I giggle at his dramatics. “When they cast Ben Affleck as Batman. He’s not polished enough to do Bruce Wayne justice.”

“But he got jacked for that role. It fits so much better with the comics than Christian Bale’s version.”

I roll my eyes. “There are two competing sides to Bruce Wayne: the playboy billionaire and the crime-fighting vigilante. Ben Affleck just looked like a brute.”

“I’m so disappointed in you right now.” Carson bites into a Twizzler rope as the Zack Snyder cut of The Justice League plays on the TV.

Shopping bags litter the floor of our hotel room, filled with clothes, toiletries, and more snacks than we’ll ever be able to eat.

Carson went all out for our night in, and I couldn’t love him more.

I’m also incredibly grateful he’s kept all the questions I see swirling in his eyes to himself.

He hasn’t asked me a single thing about what happened .

I’ll tell him.
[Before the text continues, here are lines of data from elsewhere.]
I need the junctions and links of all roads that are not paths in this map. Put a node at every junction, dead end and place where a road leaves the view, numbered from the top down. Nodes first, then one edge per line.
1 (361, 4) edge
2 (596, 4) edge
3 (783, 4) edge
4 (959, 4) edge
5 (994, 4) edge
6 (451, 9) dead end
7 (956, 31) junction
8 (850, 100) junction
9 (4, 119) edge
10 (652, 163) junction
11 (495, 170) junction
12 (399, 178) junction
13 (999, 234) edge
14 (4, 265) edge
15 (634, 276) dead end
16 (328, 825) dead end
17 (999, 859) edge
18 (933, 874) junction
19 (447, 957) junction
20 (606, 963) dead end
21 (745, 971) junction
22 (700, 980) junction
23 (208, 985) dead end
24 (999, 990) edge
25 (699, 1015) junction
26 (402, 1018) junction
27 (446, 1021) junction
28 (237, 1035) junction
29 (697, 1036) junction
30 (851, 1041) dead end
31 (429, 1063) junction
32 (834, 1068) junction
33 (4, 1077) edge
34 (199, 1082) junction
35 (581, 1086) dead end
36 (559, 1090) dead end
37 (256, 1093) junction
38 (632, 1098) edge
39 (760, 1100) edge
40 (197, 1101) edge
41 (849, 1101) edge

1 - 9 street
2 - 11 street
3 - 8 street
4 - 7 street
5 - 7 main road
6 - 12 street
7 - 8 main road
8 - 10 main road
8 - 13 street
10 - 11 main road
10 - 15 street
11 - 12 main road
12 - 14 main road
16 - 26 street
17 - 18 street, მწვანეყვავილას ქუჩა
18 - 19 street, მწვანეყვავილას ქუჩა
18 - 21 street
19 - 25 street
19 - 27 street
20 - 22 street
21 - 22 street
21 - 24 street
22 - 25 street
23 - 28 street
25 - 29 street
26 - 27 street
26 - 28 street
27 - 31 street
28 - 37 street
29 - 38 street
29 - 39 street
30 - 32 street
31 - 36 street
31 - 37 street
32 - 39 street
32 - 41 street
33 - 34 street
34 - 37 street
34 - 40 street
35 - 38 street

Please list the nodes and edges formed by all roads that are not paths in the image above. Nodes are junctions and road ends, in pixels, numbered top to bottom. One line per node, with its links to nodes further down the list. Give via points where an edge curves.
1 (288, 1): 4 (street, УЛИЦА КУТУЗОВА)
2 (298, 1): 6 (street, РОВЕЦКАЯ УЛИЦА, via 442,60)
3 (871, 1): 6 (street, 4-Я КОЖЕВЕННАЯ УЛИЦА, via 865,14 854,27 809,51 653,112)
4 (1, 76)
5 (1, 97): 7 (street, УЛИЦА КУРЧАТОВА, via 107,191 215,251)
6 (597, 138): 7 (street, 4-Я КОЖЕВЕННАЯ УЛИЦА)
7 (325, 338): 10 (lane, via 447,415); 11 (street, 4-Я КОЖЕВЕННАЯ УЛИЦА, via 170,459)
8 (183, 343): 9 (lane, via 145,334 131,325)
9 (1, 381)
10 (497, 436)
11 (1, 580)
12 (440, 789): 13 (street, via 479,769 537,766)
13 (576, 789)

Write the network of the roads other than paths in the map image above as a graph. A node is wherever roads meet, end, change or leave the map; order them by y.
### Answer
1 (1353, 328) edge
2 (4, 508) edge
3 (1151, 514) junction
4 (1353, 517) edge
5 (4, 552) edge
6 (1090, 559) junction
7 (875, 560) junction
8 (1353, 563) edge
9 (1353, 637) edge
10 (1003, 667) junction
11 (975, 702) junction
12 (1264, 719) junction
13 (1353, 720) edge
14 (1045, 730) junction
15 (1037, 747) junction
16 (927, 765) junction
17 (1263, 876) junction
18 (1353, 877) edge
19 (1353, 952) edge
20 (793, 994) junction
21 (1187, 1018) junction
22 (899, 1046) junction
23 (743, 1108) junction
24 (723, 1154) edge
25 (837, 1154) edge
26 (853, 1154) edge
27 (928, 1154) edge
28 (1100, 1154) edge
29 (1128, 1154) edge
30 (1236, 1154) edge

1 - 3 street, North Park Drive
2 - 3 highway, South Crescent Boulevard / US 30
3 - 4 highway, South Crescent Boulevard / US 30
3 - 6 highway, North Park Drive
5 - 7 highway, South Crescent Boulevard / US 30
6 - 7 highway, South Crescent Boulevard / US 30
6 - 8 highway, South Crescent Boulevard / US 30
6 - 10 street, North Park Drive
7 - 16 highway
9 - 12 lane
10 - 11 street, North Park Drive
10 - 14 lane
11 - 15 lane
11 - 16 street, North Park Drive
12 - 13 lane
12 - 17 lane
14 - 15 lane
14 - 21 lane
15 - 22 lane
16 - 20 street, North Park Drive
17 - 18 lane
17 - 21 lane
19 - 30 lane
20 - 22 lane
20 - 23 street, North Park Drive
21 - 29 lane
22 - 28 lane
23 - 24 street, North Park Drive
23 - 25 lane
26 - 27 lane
I just need a little time to distance myself from the avalanche of emotions I’m wading through.

I should’ve left my phone off like Carson suggested. The texts from my manager and Wesley just about broke me while Carson was checking us into the hotel. I tried to stop thinking about them while we shopped today, but now that we’re relaxing in the room, my brain has been running a mile a minute.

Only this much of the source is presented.